#### EXERCISE INPUT
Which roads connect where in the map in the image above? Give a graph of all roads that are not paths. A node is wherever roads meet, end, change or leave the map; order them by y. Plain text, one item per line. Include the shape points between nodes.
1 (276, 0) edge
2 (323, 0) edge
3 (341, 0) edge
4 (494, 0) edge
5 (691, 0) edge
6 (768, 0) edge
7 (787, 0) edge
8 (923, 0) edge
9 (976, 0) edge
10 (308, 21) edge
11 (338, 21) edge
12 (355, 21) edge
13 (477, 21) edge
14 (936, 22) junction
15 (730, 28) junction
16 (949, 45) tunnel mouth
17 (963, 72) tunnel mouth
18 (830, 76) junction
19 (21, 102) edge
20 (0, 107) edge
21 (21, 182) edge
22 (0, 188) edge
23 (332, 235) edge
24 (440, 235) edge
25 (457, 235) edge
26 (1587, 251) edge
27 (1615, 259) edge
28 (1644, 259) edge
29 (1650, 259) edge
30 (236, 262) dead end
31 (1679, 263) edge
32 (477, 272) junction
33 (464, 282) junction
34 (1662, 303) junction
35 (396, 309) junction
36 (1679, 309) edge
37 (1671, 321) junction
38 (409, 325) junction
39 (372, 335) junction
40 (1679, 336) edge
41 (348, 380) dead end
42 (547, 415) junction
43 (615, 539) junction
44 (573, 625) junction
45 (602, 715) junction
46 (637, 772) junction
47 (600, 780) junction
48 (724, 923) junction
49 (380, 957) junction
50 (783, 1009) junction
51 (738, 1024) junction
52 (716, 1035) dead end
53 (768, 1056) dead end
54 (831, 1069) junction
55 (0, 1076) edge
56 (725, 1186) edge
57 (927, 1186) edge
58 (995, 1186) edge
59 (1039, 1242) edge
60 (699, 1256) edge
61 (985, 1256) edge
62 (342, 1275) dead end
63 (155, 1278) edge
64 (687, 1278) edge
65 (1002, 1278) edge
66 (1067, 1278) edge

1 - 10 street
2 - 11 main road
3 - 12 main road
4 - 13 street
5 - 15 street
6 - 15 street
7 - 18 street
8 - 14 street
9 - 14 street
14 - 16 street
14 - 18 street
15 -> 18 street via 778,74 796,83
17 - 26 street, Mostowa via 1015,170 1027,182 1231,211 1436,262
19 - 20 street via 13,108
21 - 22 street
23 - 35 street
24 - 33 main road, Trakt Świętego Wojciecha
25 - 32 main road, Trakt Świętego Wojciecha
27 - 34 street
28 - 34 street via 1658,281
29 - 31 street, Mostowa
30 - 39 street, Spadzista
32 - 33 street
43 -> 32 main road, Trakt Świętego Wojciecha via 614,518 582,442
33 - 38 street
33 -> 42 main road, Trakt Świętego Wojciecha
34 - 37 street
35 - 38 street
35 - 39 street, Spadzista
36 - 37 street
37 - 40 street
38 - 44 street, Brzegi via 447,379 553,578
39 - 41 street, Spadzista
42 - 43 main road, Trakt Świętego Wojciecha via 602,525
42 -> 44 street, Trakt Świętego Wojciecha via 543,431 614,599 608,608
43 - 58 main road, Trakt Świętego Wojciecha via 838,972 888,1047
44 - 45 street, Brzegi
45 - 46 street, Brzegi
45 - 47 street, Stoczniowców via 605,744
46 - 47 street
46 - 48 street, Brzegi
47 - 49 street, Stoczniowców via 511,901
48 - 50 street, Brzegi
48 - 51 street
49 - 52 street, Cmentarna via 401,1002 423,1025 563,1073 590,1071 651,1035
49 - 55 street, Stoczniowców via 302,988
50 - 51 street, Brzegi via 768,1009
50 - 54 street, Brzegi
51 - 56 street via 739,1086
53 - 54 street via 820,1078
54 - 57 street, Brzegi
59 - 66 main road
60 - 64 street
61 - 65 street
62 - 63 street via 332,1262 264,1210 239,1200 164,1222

#### WORK TASK
The whole listing above is to be transcribed exactly, line for line.

#### WRITTEN SOLUTION
Which roads connect where in the map in the image above? Give a graph of all roads that are not paths. A node is wherever roads meet, end, change or leave the map; order them by y. Plain text, one item per line. Include the shape points between nodes.
1 (276, 0) edge
2 (323, 0) edge
3 (341, 0) edge
4 (494, 0) edge
5 (691, 0) edge
6 (768, 0) edge
7 (787, 0) edge
8 (923, 0) edge
9 (976, 0) edge
10 (308, 21) edge
11 (338, 21) edge
12 (355, 21) edge
13 (477, 21) edge
14 (936, 22) junction
15 (730, 28) junction
16 (949, 45) tunnel mouth
17 (963, 72) tunnel mouth
18 (830, 76) junction
19 (21, 102) edge
20 (0, 107) edge
21 (21, 182) edge
22 (0, 188) edge
23 (332, 235) edge
24 (440, 235) edge
25 (457, 235) edge
26 (1587, 251) edge
27 (1615, 259) edge
28 (1644, 259) edge
29 (1650, 259) edge
30 (236, 262) dead end
31 (1679, 263) edge
32 (477, 272) junction
33 (464, 282) junction
34 (1662, 303) junction
35 (396, 309) junction
36 (1679, 309) edge
37 (1671, 321) junction
38 (409, 325) junction
39 (372, 335) junction
40 (1679, 336) edge
41 (348, 380) dead end
42 (547, 415) junction
43 (615, 539) junction
44 (573, 625) junction
45 (602, 715) junction
46 (637, 772) junction
47 (600, 780) junction
48 (724, 923) junction
49 (380, 957) junction
50 (783, 1009) junction
51 (738, 1024) junction
52 (716, 1035) dead end
53 (768, 1056) dead end
54 (831, 1069) junction
55 (0, 1076) edge
56 (725, 1186) edge
57 (927, 1186) edge
58 (995, 1186) edge
59 (1039, 1242) edge
60 (699, 1256) edge
61 (985, 1256) edge
62 (342, 1275) dead end
63 (155, 1278) edge
64 (687, 1278) edge
65 (1002, 1278) edge
66 (1067, 1278) edge

1 - 10 street
2 - 11 main road
3 - 12 main road
4 - 13 street
5 - 15 street
6 - 15 street
7 - 18 street
8 - 14 street
9 - 14 street
14 - 16 street
14 - 18 street
15 -> 18 street via 778,74 796,83
17 - 26 street, Mostowa via 1015,170 1027,182 1231,211 1436,262
19 - 20 street via 13,108
21 - 22 street
23 - 35 street
24 - 33 main road, Trakt Świętego Wojciecha
25 - 32 main road, Trakt Świętego Wojciecha
27 - 34 street
28 - 34 street via 1658,281
29 - 31 street, Mostowa
30 - 39 street, Spadzista
32 - 33 street
43 -> 32 main road, Trakt Świętego Wojciecha via 614,518 582,442
33 - 38 street
33 -> 42 main road, Trakt Świętego Wojciecha
34 - 37 street
35 - 38 street
35 - 39 street, Spadzista
36 - 37 street
37 - 40 street
38 - 44 street, Brzegi via 447,379 553,578
39 - 41 street, Spadzista
42 - 43 main road, Trakt Świętego Wojciecha via 602,525
42 -> 44 street, Trakt Świętego Wojciecha via 543,431 614,599 608,608
43 - 58 main road, Trakt Świętego Wojciecha via 838,972 888,1047
44 - 45 street, Brzegi
45 - 46 street, Brzegi
45 - 47 street, Stoczniowców via 605,744
46 - 47 street
46 - 48 street, Brzegi
47 - 49 street, Stoczniowców via 511,901
48 - 50 street, Brzegi
48 - 51 street
49 - 52 street, Cmentarna via 401,1002 423,1025 563,1073 590,1071 651,1035
49 - 55 street, Stoczniowców via 302,988
50 - 51 street, Brzegi via 768,1009
50 - 54 street, Brzegi
51 - 56 street via 739,1086
53 - 54 street via 820,1078
54 - 57 street, Brzegi
59 - 66 main road
60 - 64 street
61 - 65 street
62 - 63 street via 332,1262 264,1210 239,1200 164,1222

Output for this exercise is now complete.